Sontag writing about that previous show:

Then 31, peripatetic and studio-less, the artist, Gabriel Orozco, who belonged to a new generation rebelling against the expensive manufactured art objects of the 1980s, endeavored to produce as fresh and serendipitous a museum exhibition as possible.

Rejecting the pristine gallery used by MoMA’s Project Series for emerging artists, Mr. Orozco chose instead the museum’s nooks and crannies: a space between escalators for a scroll of phone numbers, a corner of the sculpture garden for a hammock between trees. What many remember best about that small show was a whimsical piece not even in the museum itself: “Home Run,” an arrangement of fresh oranges in the apartment and office windows across 54th Street.

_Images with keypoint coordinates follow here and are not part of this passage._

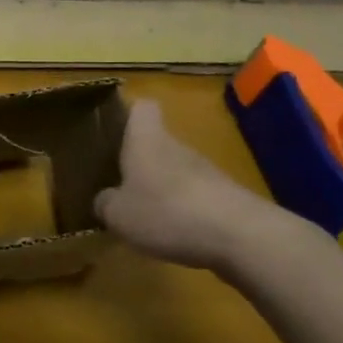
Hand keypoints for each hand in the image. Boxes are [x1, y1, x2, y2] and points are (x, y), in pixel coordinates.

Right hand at [94, 100, 297, 272]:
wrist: (239, 235)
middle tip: (119, 186)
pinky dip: (183, 211)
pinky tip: (174, 235)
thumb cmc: (167, 211)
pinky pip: (194, 196)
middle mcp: (176, 146)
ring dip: (161, 188)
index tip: (114, 132)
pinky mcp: (224, 196)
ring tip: (145, 217)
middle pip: (157, 142)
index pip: (142, 107)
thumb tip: (103, 199)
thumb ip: (105, 204)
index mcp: (146, 139)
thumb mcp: (119, 214)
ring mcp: (204, 170)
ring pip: (175, 170)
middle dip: (140, 162)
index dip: (128, 114)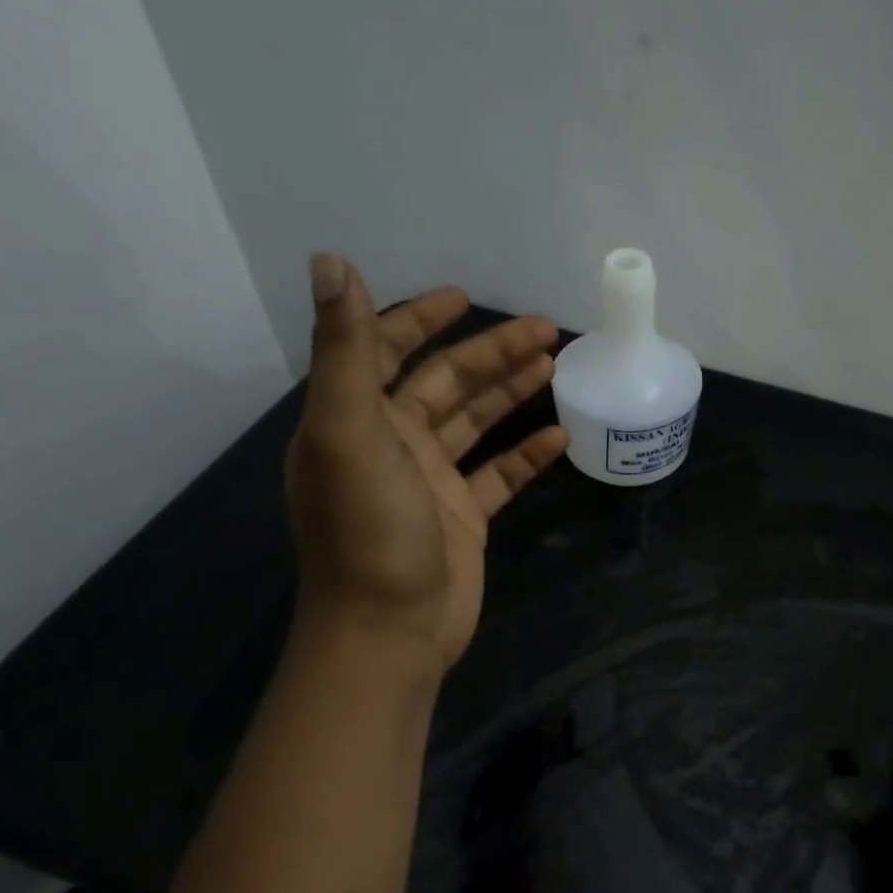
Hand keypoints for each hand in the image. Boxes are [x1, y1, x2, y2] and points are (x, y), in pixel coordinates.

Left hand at [286, 254, 567, 667]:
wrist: (390, 630)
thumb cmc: (369, 530)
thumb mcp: (350, 433)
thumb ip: (347, 351)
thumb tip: (331, 262)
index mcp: (358, 419)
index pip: (389, 351)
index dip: (421, 319)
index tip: (465, 297)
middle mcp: (392, 444)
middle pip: (447, 383)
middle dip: (492, 353)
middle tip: (546, 331)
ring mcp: (431, 482)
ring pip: (477, 424)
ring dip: (512, 394)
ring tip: (557, 367)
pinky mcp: (464, 518)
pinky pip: (500, 475)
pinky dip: (527, 455)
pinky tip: (561, 439)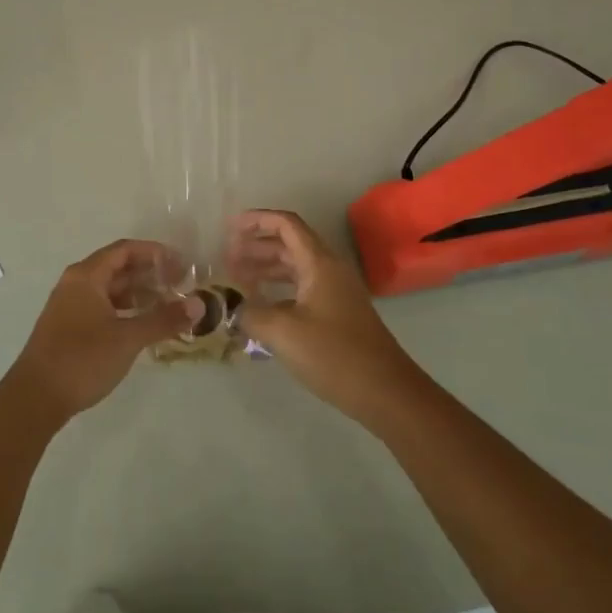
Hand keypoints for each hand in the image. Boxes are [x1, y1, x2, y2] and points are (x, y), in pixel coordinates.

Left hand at [11, 239, 200, 419]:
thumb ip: (163, 320)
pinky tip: (143, 325)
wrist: (35, 397)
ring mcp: (70, 306)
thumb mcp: (128, 338)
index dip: (155, 253)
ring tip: (167, 305)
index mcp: (86, 276)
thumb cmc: (82, 359)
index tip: (181, 264)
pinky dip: (125, 310)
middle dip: (149, 274)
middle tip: (180, 285)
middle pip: (117, 267)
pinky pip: (103, 307)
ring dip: (138, 294)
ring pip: (110, 290)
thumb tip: (199, 305)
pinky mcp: (69, 327)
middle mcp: (76, 284)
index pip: (125, 250)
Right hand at [226, 210, 424, 424]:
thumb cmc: (334, 354)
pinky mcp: (336, 314)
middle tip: (226, 260)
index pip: (286, 224)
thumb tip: (232, 307)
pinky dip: (278, 290)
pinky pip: (301, 289)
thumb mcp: (283, 332)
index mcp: (319, 263)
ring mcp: (335, 292)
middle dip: (256, 247)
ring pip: (294, 268)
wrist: (385, 392)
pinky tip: (260, 307)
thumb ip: (251, 313)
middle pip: (289, 244)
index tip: (229, 228)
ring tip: (237, 280)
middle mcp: (329, 270)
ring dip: (265, 269)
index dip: (256, 220)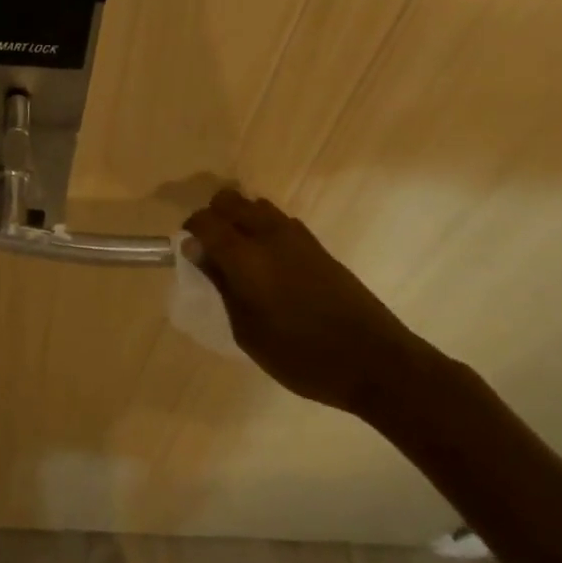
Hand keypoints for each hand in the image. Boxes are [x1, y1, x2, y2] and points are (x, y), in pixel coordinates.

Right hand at [182, 188, 430, 418]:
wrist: (375, 362)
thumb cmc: (302, 356)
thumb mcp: (247, 331)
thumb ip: (220, 286)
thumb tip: (197, 252)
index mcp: (247, 257)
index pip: (206, 221)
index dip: (190, 230)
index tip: (186, 251)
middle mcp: (270, 236)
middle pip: (230, 201)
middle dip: (213, 217)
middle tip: (209, 251)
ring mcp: (297, 237)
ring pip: (256, 206)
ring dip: (240, 220)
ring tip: (238, 257)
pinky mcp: (318, 246)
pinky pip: (279, 221)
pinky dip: (264, 229)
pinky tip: (268, 264)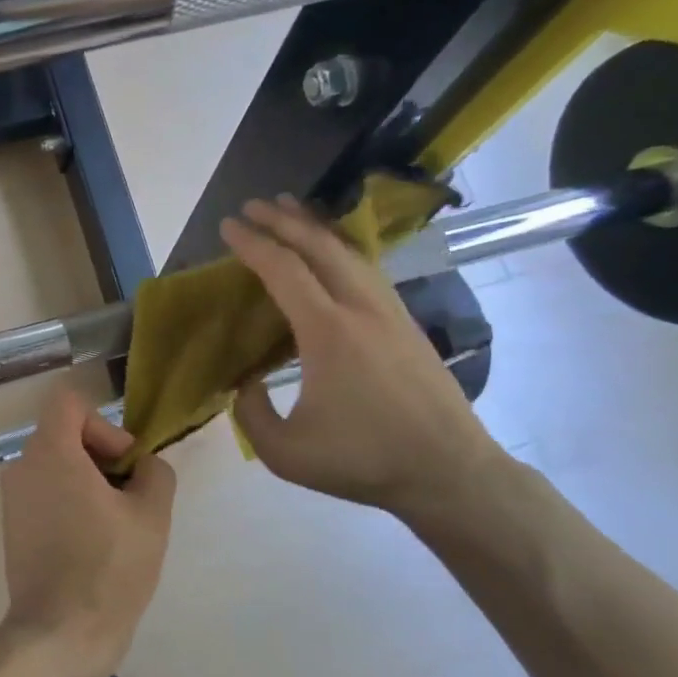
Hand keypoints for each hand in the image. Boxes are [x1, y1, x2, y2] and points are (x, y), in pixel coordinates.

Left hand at [0, 387, 176, 676]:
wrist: (59, 635)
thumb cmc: (109, 569)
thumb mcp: (152, 515)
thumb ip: (154, 472)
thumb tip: (143, 465)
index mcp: (51, 453)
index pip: (69, 402)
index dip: (104, 423)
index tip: (124, 463)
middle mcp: (23, 467)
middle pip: (64, 435)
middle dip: (102, 457)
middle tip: (131, 497)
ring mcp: (13, 500)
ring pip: (57, 468)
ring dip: (89, 483)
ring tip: (117, 525)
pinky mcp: (13, 528)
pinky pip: (46, 495)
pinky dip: (71, 504)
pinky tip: (94, 545)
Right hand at [220, 195, 507, 522]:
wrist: (449, 472)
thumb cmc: (363, 460)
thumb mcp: (285, 452)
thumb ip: (250, 414)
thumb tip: (246, 383)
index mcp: (328, 332)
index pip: (284, 270)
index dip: (253, 244)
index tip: (228, 226)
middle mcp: (361, 309)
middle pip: (320, 247)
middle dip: (283, 220)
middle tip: (254, 204)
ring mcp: (391, 312)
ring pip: (350, 253)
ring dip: (316, 228)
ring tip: (292, 212)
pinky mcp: (407, 324)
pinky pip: (368, 270)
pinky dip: (341, 250)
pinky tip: (333, 254)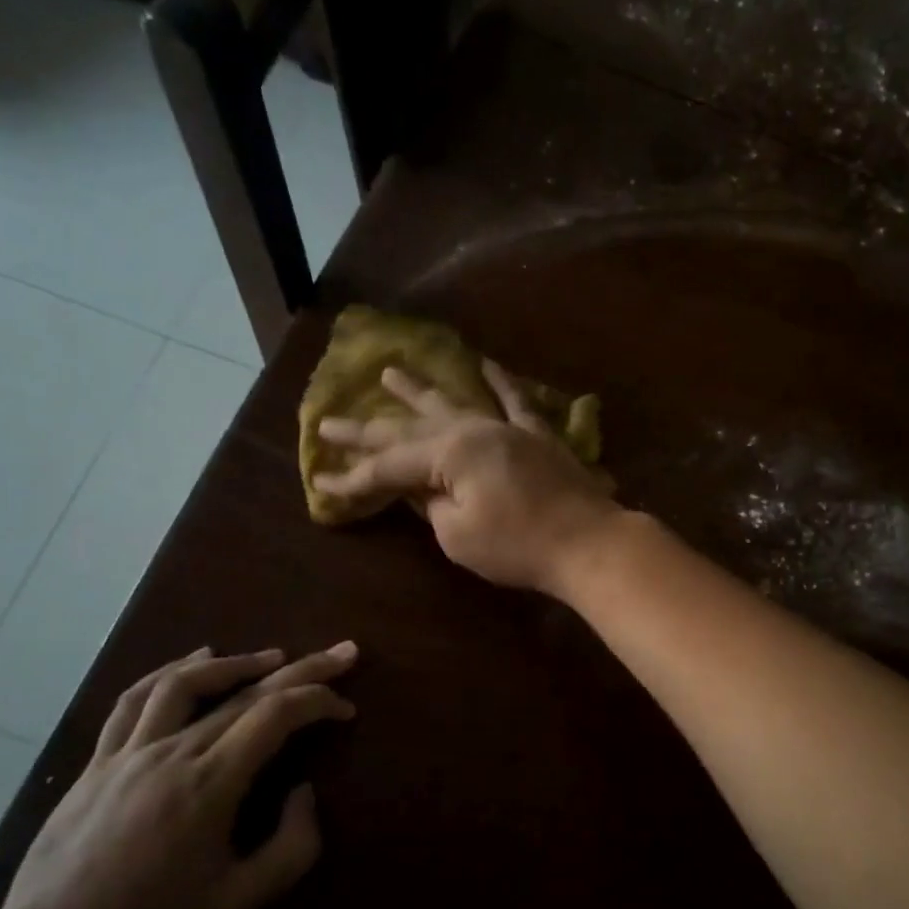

Fast forward 16 years. This new show, writes Sontag, is “as concrete as the first show was ephemeral, as planned as it was improvised and as splashy as it was quiet.” Jerry Saltz in New York Magazine writes, “The show is sometimes stirring and surprising, sometimes only elegant, and occasionally empty, knowing decoration.” In general, the response has been a muted stupor.

I have followed Orozco enough to understand some of the let down. I loved the installation 16 years ago. There were moments in this show, like looking at his paintings and wall imagery, when I just couldn’t connect with the what, where or why. Orozco has said that “I want to disappoint the expectations of the one who waits to be amazed.” Perhaps that is the what, where and why.

But then there were other encounters with this show that lifted me right out of the room, into that mysterious zone of inexpressible joy that connecting with art can produce. A large platform of random objects made by Orozco’s hand was a sculptor’s equivalent of a sketch book—raw strokes, undeveloped ideas, pregnant possibilities. In other words, a glimpse into the mind of Orozco at play. “I don’t like a big enterprise of people working for me,” he said. “I don’t want to be a master. I want to be a kid. To keep making art, you have to put yourself in the position of a beginner. You have to be excited by a stone on the sidewalk or, like a child, the flight of a bird.” (From Solomon’s review.)

There are a few of his objects that have primordial staying power. Small eyes embedded in the rooted bottom of a tree, turned on its side. Photographs of streets that are both random and sublime. A white room with just a few Dannon yogurt tops.

Jerry Saltz captures some of its unforgettable nature:

For a real wallop of that sensation, visitors can step into a small gallery where MoMA has installed Orozco’s Yogurt Caps, the artist’s ultimate small-gesture-with-strange impact work and an homage to the Empty Gallery as Work of Art. Made in 1994, and consisting of four clear blue-rimmed Dannon lids, each nailed to the center of one wall of an otherwise bare room, it’s one of the most vexing artworks of the past two decades. Somehow Yogurt Caps transforms the gallery into something both more and less visible. The space becomes about emptiness and fullness, caring and not caring, the drained and the charged, passivity, portals, pissing people off, location, dislocation, irony, sincerity. It destroys the temple of Richard Serra.

On display through March 1, it is worth the visit.